Thirty-five-year-old patient No. 14, for instance, spread the virus to 85 people while staying at Samsung Medical Center, showing the strongest contagiousness observed from the crisis, the CDC said in its report.
|
Officials take the temperature of hospital-goers at Samsung Medical Center in Seoul on Oct. 13 after one of the patients recovered from MERS was diagnosed again. Yonhap |
The CDC published these and other epidemiological results on Korea’s MERS outbreak on the Osong Public Health and Research Perspectives journal. This is the CDC’s first such report on the MERS outbreak here.
The CDC said it has defined those as super-spreaders if the patient had transmitted the virus to at least four people.
The median age of the super-spreaders was 41 years and they all contacted hundreds of people while staying at their respective medical facilities. Four of them were men.
Patients 1, 14 and 16 had severe coughs and infected 28 people, 85 people, and 23 people, respectively. On the other hand, Patient 15 and patient 76, who rarely coughed, infected six people and 11 people, respectively, the report said.
These patients were hospitalized for an average of 10 days, and the number of people who came into close contact with them ranged from 288 to 805. While patient No. 14 wore a mask intermittently, other super-spreaders did not wear one. None received aerosol-generating treatment.
Of the 186 patients infected across 16 hospitals, some 44.1 percent of the cases were patients exposed in hospitals, 32.8 percent were caregivers, and 13.4 percent were health care personnel.
The most common presenting symptom was fever and chills. The estimated incubation period was 6.83 days and the serial interval was 12.5 days.
The report said the respiratory droplet route is seen as the most likely method of transmission but that further survey is currently ongoing.
The report also confirmed failed preventive measures in the early stage.

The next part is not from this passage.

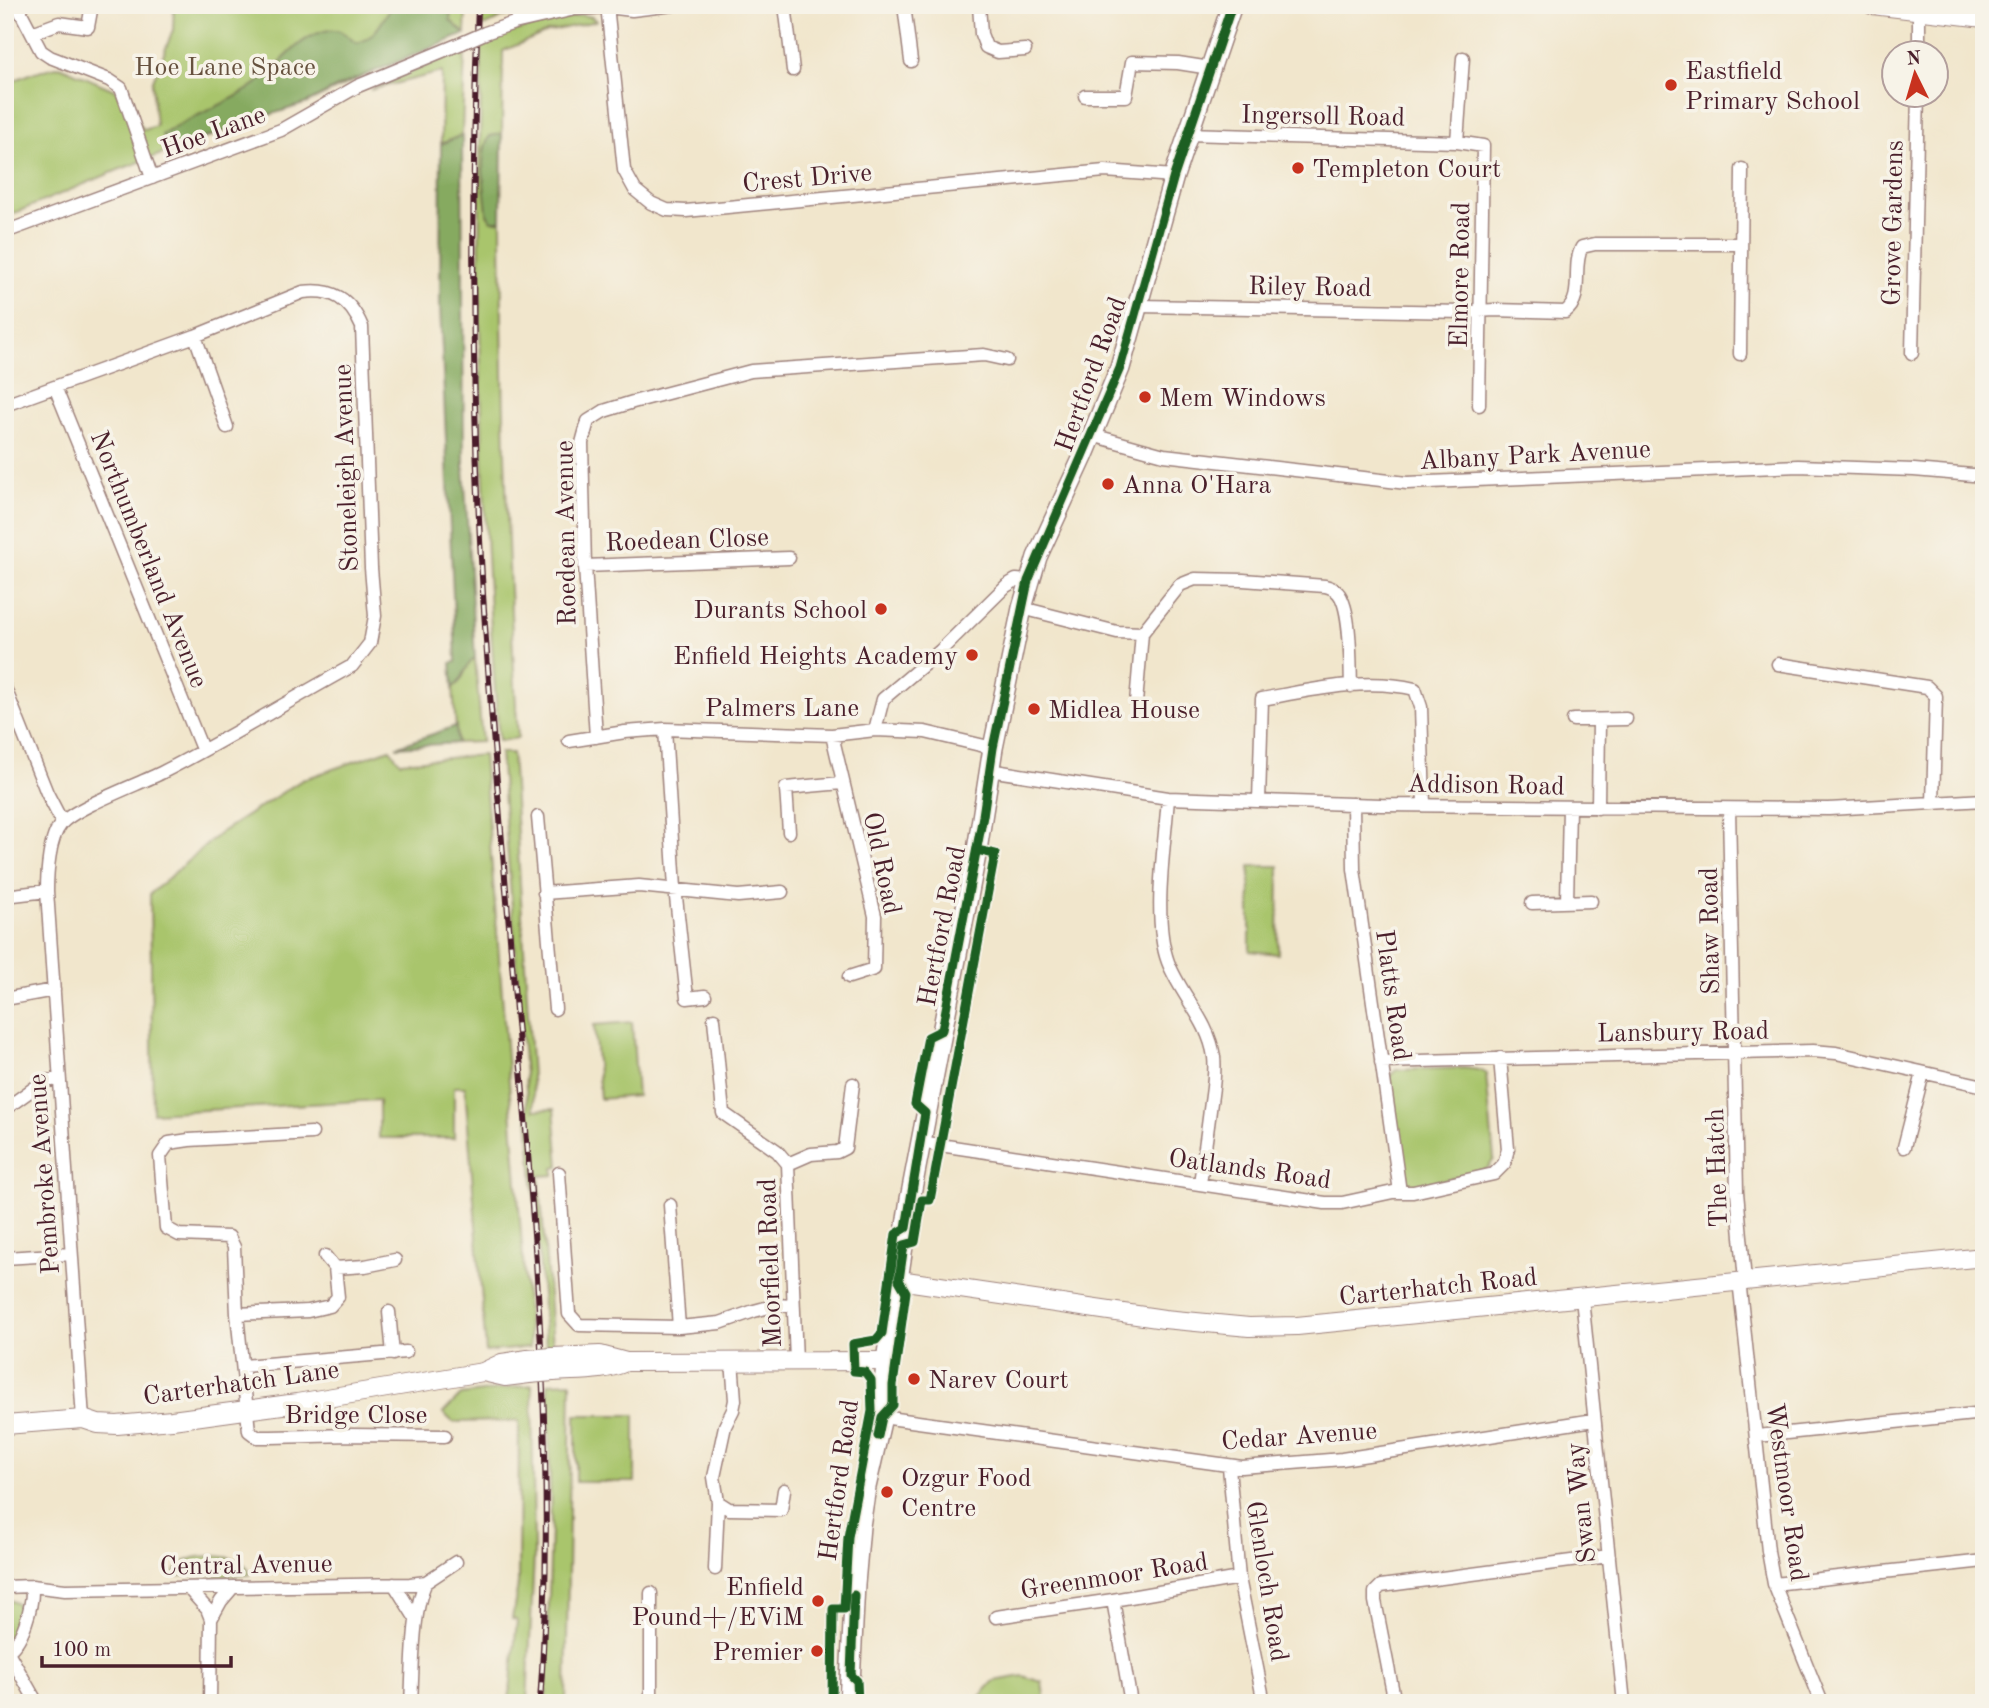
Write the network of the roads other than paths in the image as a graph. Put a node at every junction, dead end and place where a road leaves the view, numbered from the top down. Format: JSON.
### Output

The patient No. 1 started developing fever and myalgia on May 11 after returning from a business trip to Bahrain, the United Arab Emirates and Saudi Arabia. His diagnosis did not come until May 20, partly due to a failure of him telling medical staff the countries he had traveled to in his first several hospital visits.
By then, he had already come into contact with over 600 people during his multiple visits to different hospitals. Twenty-six cases of infection were confirmed among these initial contacts, and consecutive transmission via hospitals rapidly proceeded throughout the nation, the report explained.
Even upon the first diagnosis, only three were placed in isolation. The number then increased to 64 the next day and to 120 upon the diagnosis of the fifth patient. Those who were not placed in isolation soon enough further transmitted the virus at other hospitals, some of them becoming super-spreaders.
The analysis showed that the mortality rate of those aged 65 and over was almost eight times higher than that of younger patients.
History of diabetes, malignancy and the presence of underlying respiratory disease, cardiac disease and chronic kidney disease were also significantly associated with mortality.
MERS is a viral disease that is still fairly new to humans. No vaccine or treatment is currently available for the disease, which contributes the high fatality rate of around 36 percent globally.
There currently is only one MERS patient in South Korea. Thirty-five-year-old patient No. 80 tested negative for the virus on Sept. 30 and again on Oct. 1 but tested positive recently.